Porosmedia.com, Kab. Bandung Barat – Kini menjadi sorotan tajam publik Jawa Barat. Krisis tata kelola pemerintahan yang berkepanjangan seolah tak kunjung menemukan ujung penyelesaian.
Masalah demi masalah silih berganti—mulai dari persoalan moralitas aparatur, kekacauan administrasi, hingga penyalahgunaan kewenangan—menciptakan kesan bahwa KBB dikelola bukan sebagai lembaga publik, melainkan seperti perusahaan pribadi.
Kondisi ini sangat berbahaya bagi keberlangsungan pemerintahan daerah jika tidak segera ditangani secara menyeluruh dan tegas. Kepemimpinan Bupati yang relatif baru, dengan pengalaman yang masih terbatas dalam manajemen pemerintahan, tampak belum mampu menghadirkan stabilitas dan arah yang jelas. Ironisnya, ada indikasi bahwa pejabat struktural tertentu, termasuk Sekretaris Daerah (Sekda), justru memainkan peran dominan yang tidak proporsional sehingga memperlemah fungsi kontrol dan koordinasi antar pimpinan daerah.
Situasi ini tidak bisa dibiarkan. Pemerintah pusat melalui Kementerian Dalam Negeri, serta aparat penegak hukum (APH) seperti KPK, Kejaksaan, dan Polda Jawa Barat, harus turun tangan melakukan pengawasan dan penindakan tegas. Penegakan hukum tidak boleh terkesan “tumpul ke atas, tajam ke bawah.”
Tugas utama pemerintah daerah adalah menjalankan pelayanan publik dan pembangunan, bukan menjadi ladang kepentingan kelompok atau individu tertentu. Karena itu, penyelamatan tata kelola KBB menjadi keharusan.
Langkah-langkah strategis yang perlu segera dilakukan antara lain:
1. Identifikasi Akar Masalah – Lakukan audit menyeluruh terhadap aspek kelembagaan, keuangan, dan sumber daya manusia di lingkungan Pemkab Bandung Barat untuk mengetahui sumber utama krisis.

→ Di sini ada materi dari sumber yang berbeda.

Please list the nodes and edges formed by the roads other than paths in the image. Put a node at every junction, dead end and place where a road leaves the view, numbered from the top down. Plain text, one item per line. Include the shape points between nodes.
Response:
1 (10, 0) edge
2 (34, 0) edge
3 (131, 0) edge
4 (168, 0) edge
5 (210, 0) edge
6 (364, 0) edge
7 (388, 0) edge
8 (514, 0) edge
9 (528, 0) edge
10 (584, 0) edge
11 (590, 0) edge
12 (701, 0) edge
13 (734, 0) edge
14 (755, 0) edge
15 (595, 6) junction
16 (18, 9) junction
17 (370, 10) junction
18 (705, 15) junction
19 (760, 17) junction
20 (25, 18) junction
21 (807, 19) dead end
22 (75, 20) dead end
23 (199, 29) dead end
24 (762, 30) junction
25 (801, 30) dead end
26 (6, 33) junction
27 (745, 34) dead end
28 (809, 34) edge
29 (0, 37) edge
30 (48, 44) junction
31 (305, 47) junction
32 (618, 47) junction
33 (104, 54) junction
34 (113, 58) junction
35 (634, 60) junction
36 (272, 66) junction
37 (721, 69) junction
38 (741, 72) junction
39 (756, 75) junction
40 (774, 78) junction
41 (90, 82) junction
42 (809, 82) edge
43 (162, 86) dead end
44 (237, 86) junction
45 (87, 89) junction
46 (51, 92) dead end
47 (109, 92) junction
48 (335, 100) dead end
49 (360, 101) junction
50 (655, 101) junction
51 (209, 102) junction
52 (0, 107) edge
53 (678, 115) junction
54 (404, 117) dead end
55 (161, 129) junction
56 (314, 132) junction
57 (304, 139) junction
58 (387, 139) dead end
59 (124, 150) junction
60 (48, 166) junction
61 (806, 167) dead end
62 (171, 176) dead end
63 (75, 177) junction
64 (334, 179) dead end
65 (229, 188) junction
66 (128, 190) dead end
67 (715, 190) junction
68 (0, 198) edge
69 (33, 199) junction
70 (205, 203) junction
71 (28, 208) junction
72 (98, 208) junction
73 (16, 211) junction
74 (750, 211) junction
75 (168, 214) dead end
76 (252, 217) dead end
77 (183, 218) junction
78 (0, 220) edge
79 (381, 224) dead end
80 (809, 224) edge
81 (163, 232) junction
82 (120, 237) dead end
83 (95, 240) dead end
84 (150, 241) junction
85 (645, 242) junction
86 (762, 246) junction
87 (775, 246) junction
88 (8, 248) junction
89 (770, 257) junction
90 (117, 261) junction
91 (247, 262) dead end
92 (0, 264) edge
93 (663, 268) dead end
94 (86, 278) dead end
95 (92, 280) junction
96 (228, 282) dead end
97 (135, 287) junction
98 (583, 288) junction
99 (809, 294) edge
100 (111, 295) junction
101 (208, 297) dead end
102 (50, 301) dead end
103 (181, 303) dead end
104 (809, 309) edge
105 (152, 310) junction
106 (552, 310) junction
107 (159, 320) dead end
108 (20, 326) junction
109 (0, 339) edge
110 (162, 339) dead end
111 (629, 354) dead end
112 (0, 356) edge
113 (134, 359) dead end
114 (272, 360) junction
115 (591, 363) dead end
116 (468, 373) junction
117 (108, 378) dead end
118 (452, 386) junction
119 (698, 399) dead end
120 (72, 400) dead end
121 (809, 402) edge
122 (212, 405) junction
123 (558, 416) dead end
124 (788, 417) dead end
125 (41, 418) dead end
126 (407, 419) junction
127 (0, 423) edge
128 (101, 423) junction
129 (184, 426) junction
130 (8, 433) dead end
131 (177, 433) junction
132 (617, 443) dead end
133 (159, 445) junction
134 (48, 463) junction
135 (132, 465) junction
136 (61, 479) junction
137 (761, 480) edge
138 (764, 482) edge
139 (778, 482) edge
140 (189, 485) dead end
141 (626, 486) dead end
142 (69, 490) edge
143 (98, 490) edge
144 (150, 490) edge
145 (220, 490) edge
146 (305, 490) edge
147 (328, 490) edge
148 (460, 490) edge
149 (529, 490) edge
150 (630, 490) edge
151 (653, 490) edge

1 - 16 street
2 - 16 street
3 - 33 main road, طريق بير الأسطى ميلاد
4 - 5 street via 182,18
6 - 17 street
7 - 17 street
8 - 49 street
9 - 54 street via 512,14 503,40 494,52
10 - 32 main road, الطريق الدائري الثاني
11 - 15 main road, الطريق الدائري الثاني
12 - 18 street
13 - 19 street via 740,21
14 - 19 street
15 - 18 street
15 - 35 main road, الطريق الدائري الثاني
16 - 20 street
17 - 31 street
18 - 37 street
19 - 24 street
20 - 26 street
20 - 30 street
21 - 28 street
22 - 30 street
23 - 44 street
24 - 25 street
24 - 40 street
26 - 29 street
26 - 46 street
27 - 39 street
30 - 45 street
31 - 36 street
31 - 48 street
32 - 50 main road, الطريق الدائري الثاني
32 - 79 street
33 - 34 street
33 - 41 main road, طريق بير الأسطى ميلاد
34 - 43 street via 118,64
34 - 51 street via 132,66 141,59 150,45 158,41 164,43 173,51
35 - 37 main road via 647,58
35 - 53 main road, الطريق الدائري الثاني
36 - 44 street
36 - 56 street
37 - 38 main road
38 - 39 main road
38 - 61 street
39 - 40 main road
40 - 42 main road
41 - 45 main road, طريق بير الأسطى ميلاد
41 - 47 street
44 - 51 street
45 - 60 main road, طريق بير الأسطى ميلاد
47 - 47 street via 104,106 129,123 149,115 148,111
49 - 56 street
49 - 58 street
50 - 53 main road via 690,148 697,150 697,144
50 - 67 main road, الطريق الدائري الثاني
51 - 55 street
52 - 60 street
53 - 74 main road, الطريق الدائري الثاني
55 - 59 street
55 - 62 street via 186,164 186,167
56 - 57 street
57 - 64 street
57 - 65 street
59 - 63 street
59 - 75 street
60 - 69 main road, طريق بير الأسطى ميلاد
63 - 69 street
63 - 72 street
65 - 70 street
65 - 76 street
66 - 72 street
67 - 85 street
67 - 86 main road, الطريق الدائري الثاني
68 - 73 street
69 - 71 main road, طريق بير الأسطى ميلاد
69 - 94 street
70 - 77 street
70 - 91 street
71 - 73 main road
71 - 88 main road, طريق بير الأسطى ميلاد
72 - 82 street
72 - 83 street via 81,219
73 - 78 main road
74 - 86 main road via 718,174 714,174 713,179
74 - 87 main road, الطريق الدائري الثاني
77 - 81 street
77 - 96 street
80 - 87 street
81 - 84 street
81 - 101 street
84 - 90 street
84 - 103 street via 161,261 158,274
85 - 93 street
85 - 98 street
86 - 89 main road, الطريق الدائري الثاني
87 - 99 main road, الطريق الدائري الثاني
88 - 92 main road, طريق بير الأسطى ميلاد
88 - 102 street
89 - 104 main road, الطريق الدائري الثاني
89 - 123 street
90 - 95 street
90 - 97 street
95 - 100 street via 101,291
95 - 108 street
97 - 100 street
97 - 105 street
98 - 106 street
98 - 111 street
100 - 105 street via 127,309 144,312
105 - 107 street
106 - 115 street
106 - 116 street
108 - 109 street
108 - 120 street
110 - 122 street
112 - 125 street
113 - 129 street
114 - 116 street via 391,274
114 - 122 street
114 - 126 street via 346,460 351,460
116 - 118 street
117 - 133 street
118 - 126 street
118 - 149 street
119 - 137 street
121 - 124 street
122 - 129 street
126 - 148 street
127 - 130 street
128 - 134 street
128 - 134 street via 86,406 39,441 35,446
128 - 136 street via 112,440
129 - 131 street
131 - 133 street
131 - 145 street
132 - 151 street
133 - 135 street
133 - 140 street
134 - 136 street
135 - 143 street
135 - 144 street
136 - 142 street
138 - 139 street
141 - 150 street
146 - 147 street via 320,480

2. Kolaborasi Semua Pihak – Libatkan DPRD, masyarakat sipil, akademisi, dan lembaga pengawas independen dalam merumuskan solusi konkret.
3. Transparansi dan Akuntabilitas – Publikasikan laporan keuangan, hasil pengawasan, serta tindak lanjut temuan pelanggaran secara terbuka kepada publik.
4. Pengambilan Keputusan Berbasis Kepentingan Publik – Setiap kebijakan daerah harus berpijak pada kebutuhan masyarakat, bukan pada transaksi politik atau kepentingan kelompok.
Pemerintah provinsi bersama Kemendagri perlu menginisiasi rapat koordinasi lintas instansi, membentuk tim kerja independen, dan memperkuat komunikasi publik agar masyarakat memahami perkembangan penyelesaian kasus di KBB secara transparan.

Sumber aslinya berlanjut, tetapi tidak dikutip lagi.